This book demonstrates the application of philosophical and theoretical perspectives that provide us with global and local narratives and understandings of children as subjects, and their subjectivities. The philosophical traditions offer new spaces in which to think about alternative childhoods, and contribute to an important analysis in which philosophy has the capacity to shape children’s lives and education, and to elevate the multiplicity of discourses around very young children and their education and care. Through the texts in this volume, the authors aim to find creative philosophical forms that are capable of interrupting, if not disrupting, traditional and, in some settings, perhaps more conventional discourses about children and their childhoods. These philosophical forms present productive ways that allow fresh conceptions of what is all too often an assumed set of subjectivities and experiences about very young children.
Troubling the Changing Paradigms will be key reading for academics, researchers and postgraduate students in the fields of philosophy of education, philosophy, education, educational theory, post-structural theory, the policy and politics of education, and the pedagogy of education.

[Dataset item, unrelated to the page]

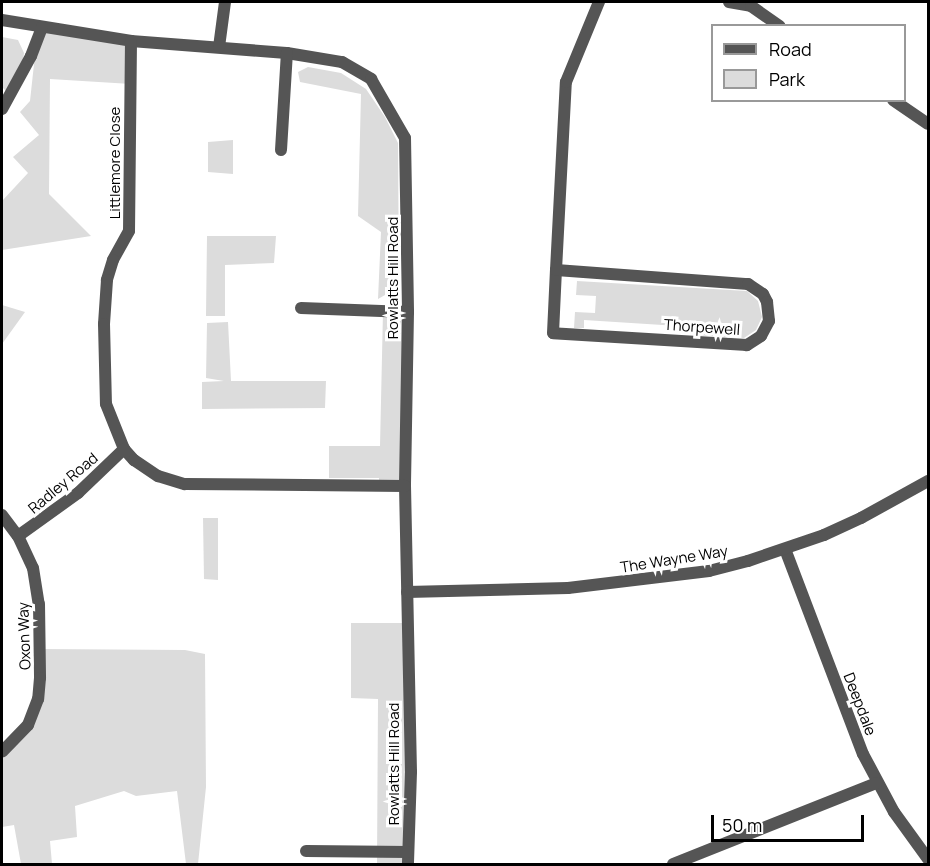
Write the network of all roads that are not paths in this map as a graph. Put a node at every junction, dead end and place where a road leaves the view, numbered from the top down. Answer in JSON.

Michael A. Peters is Professor of Education at the University of Waikato, New Zealand, and Emeritus Professor in Educational Policy, Organization, and Leadership at the University of Illinois at Urbana–Champaign. He is the executive editor of the journal, Educational Philosophy and Theory.
Marek Tesar is a Senior Lecturer in Education at The University of Auckland, New Zealand, with a focus on philosophy of education and childhood studies. He is a member of the Editorial Board of Educational Philosophy and Theory.